**WHAT IS NEEDED**
Search the entries below. Return every line that has "edges" in it.

**RECORDS SUPPLIED**
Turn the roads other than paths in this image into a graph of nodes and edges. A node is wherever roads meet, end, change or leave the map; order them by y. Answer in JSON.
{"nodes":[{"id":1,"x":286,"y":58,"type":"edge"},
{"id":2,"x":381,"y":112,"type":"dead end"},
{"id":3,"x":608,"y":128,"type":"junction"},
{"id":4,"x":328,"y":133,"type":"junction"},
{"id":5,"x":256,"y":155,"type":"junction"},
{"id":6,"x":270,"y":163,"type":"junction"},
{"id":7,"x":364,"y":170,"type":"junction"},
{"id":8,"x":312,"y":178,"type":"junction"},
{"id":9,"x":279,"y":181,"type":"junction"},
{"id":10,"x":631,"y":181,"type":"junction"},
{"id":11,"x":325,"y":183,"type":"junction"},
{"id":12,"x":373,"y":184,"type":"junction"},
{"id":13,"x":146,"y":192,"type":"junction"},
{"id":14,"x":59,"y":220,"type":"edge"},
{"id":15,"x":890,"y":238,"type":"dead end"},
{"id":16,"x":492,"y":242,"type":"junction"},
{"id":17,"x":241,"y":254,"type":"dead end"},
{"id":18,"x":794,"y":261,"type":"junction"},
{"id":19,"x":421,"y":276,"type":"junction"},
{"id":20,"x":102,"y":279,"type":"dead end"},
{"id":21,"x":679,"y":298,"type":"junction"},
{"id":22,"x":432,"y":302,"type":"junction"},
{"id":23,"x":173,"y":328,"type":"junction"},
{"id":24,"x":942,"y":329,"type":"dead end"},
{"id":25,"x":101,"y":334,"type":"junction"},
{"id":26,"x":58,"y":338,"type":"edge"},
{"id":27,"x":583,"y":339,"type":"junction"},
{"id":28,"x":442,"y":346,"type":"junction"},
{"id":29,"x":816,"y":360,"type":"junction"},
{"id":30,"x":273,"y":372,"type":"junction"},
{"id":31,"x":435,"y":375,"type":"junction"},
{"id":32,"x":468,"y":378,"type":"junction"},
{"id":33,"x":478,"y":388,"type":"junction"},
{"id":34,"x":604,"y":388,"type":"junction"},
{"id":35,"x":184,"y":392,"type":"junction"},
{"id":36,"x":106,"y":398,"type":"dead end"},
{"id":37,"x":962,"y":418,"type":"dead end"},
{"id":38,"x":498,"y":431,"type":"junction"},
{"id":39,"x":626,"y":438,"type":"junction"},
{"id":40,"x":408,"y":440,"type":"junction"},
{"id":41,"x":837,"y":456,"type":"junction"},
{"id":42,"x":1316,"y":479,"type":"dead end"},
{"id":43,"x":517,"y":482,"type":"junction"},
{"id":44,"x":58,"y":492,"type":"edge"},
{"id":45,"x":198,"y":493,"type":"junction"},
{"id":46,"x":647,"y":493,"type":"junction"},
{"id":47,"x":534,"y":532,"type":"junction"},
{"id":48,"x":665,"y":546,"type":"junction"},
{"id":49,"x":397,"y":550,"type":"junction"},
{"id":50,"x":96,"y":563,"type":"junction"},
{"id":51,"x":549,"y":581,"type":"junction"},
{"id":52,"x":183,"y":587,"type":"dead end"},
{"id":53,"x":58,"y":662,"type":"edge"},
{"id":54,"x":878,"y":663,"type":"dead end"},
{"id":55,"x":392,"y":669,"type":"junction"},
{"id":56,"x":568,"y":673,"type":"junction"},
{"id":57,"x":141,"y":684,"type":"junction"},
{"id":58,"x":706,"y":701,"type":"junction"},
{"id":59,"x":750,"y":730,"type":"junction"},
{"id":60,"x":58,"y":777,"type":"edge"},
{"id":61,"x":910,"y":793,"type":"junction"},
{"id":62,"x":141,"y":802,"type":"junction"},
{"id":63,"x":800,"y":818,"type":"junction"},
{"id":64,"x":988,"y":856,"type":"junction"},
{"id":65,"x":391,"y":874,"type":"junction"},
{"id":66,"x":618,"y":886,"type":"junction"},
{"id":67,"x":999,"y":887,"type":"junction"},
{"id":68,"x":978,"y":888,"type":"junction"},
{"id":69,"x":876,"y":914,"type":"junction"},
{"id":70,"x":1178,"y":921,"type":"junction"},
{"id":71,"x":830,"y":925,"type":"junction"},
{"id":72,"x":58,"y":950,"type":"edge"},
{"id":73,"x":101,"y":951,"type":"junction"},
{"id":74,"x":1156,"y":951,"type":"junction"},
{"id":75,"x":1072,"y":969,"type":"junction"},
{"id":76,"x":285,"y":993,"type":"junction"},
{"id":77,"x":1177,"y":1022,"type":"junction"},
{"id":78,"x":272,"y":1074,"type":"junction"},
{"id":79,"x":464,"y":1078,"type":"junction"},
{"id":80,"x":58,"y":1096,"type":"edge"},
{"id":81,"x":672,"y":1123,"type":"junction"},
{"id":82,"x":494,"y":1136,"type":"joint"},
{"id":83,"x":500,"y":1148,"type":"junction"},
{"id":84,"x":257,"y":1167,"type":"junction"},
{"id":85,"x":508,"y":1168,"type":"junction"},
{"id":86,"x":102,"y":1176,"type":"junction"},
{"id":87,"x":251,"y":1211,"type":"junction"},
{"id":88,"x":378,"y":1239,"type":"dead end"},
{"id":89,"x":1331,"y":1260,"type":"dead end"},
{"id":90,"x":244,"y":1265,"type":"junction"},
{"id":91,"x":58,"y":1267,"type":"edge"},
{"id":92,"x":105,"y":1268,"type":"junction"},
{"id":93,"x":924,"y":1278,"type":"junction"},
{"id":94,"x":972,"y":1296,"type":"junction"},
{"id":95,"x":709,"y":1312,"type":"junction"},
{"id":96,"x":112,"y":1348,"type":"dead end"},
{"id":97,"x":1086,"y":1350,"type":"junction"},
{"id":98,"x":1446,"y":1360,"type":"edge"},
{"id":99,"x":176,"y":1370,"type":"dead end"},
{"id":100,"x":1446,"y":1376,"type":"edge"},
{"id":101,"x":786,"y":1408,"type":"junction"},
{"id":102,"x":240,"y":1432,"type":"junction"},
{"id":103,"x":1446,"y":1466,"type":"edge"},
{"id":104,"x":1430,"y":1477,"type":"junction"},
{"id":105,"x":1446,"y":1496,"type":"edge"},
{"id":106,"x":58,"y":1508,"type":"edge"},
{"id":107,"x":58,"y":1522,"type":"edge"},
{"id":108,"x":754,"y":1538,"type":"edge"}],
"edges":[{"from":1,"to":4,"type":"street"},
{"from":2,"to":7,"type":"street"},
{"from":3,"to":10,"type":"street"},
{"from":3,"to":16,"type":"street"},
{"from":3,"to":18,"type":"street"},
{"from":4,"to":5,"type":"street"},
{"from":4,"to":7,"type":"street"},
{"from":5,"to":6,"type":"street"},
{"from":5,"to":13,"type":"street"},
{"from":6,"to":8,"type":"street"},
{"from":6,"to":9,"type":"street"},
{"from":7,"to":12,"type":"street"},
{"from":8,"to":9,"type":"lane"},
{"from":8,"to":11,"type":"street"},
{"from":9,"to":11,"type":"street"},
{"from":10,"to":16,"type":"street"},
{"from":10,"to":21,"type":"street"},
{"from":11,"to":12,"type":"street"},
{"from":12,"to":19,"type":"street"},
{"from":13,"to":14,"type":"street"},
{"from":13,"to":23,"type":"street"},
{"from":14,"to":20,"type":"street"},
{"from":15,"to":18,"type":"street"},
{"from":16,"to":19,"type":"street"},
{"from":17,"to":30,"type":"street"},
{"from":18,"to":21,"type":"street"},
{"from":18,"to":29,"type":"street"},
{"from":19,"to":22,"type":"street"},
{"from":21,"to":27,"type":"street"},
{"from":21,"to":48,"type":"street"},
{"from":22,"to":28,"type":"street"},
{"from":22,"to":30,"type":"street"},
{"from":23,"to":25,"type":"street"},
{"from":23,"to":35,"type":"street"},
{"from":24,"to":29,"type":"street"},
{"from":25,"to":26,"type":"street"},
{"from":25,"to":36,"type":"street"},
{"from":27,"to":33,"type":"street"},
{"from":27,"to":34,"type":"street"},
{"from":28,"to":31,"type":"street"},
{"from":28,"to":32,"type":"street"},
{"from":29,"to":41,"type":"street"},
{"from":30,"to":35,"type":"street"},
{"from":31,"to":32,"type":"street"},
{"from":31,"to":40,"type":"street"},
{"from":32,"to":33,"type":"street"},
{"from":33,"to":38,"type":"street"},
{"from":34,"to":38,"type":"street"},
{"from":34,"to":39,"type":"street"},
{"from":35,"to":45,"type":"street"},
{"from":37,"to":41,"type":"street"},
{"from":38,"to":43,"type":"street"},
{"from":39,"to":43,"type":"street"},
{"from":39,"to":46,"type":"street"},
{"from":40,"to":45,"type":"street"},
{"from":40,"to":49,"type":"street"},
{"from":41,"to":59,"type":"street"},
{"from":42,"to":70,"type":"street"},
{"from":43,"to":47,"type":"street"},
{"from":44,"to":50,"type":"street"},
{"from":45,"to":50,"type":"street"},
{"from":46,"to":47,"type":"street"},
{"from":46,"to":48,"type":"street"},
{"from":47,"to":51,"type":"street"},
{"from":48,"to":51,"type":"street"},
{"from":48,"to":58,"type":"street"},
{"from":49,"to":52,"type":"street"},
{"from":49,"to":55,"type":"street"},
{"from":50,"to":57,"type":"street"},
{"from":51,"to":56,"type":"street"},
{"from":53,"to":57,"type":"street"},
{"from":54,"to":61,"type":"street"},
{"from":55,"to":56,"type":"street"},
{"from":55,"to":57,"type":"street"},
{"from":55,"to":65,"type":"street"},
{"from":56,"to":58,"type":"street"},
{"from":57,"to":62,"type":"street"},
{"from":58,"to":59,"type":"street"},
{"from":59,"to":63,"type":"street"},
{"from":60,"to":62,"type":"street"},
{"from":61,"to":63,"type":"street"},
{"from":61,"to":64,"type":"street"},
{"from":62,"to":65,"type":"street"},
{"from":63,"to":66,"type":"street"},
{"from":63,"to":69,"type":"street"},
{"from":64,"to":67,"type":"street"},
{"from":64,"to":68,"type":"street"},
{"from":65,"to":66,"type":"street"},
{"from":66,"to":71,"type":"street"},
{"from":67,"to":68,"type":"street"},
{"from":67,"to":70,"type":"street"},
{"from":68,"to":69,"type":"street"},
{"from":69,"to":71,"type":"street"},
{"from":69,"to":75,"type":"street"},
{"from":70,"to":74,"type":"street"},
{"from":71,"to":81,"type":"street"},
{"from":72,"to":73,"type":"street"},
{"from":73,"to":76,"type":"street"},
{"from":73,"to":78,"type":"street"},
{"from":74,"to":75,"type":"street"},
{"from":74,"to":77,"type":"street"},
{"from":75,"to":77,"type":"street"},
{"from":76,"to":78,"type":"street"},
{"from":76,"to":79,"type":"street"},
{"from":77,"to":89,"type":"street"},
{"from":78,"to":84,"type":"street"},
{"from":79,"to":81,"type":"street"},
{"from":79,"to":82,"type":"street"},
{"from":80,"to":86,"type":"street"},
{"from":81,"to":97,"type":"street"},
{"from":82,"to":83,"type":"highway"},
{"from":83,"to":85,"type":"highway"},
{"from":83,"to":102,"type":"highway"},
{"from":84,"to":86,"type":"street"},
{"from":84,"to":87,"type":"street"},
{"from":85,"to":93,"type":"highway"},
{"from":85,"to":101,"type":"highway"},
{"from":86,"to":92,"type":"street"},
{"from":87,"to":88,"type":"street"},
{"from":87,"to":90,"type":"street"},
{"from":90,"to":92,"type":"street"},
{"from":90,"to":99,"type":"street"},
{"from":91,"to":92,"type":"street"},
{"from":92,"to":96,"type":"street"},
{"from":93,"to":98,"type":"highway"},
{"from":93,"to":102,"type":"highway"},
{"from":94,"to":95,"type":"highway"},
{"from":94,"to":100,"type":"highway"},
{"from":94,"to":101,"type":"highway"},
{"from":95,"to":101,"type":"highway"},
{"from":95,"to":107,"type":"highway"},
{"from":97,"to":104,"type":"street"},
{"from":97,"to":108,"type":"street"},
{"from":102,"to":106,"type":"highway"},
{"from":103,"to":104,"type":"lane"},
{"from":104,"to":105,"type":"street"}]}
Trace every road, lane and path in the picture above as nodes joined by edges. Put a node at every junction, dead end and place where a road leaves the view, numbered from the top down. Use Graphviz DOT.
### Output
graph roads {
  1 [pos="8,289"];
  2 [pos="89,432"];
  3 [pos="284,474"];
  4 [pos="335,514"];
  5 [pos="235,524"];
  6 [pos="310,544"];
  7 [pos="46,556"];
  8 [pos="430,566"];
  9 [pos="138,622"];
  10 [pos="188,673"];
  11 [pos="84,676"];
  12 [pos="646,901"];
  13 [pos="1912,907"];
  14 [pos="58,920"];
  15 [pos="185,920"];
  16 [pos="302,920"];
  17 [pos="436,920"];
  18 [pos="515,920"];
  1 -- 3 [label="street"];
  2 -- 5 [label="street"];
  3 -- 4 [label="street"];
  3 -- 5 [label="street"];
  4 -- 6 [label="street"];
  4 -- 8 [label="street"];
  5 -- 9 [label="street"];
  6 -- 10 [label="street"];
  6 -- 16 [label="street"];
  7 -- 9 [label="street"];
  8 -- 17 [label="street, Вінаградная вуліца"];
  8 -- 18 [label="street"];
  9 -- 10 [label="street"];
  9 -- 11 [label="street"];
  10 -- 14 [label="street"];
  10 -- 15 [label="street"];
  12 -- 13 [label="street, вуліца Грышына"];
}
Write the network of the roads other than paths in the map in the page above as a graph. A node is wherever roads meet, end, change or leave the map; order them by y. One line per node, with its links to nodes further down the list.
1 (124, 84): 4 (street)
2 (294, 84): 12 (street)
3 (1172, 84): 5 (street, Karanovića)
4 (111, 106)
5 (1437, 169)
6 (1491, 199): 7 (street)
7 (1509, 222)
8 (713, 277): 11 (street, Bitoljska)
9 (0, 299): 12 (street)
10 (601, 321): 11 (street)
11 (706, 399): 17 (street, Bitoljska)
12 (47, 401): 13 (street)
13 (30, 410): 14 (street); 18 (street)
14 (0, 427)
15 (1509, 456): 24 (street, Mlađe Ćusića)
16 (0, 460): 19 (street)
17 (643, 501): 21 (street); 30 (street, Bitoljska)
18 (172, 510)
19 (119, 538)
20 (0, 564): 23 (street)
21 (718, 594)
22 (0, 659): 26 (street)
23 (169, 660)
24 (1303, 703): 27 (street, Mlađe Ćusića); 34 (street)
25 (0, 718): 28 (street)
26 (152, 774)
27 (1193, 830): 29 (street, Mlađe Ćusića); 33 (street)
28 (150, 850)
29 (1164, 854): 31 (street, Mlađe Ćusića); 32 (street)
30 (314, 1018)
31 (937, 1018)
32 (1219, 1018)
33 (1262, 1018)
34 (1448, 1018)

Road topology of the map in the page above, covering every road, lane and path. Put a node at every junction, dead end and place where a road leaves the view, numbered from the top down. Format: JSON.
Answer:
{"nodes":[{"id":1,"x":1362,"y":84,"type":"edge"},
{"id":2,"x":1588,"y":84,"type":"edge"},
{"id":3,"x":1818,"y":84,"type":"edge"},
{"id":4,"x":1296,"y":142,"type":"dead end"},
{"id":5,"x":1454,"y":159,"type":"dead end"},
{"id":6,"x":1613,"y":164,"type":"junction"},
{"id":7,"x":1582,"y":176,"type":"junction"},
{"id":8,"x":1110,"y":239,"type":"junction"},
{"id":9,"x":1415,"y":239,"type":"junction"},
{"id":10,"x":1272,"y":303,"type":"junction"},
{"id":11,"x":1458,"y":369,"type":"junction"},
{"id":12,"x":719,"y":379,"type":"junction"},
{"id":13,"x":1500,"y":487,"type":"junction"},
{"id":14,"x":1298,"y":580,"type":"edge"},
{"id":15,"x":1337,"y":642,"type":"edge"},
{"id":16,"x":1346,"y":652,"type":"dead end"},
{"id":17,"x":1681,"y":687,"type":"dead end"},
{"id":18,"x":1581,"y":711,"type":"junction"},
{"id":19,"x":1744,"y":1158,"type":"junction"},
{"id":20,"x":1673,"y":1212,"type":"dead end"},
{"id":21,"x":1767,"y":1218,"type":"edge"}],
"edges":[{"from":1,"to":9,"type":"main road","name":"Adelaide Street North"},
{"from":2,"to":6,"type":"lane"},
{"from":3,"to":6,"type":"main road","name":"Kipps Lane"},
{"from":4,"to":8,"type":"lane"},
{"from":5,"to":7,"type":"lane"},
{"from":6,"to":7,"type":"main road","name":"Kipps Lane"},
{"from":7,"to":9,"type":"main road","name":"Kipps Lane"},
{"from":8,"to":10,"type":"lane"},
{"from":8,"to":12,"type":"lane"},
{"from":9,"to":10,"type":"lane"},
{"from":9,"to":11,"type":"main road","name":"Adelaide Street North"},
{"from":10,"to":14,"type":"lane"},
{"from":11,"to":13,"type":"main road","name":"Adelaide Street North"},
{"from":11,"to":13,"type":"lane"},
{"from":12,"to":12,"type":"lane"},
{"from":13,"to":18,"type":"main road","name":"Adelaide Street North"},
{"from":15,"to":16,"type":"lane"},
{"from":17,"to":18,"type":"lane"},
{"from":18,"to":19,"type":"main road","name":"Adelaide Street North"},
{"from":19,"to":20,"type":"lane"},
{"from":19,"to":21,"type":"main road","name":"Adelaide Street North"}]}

**TASK OUTPUT**
Turn the roads other than paths in this image into a graph of nodes and edges. A node is wherever roads meet, end, change or leave the map; order them by y. Answer in JSON.
"edges":[{"from":1,"to":4,"type":"street"},
Trace every road, lane and path in the picture above as nodes joined by edges. Put a node at every junction, dead end and place where a road leaves the view, numbered from the top down. Use Graphviz DOT.
"edges":[{"from":1,"to":9,"type":"main road","name":"Adelaide Street North"},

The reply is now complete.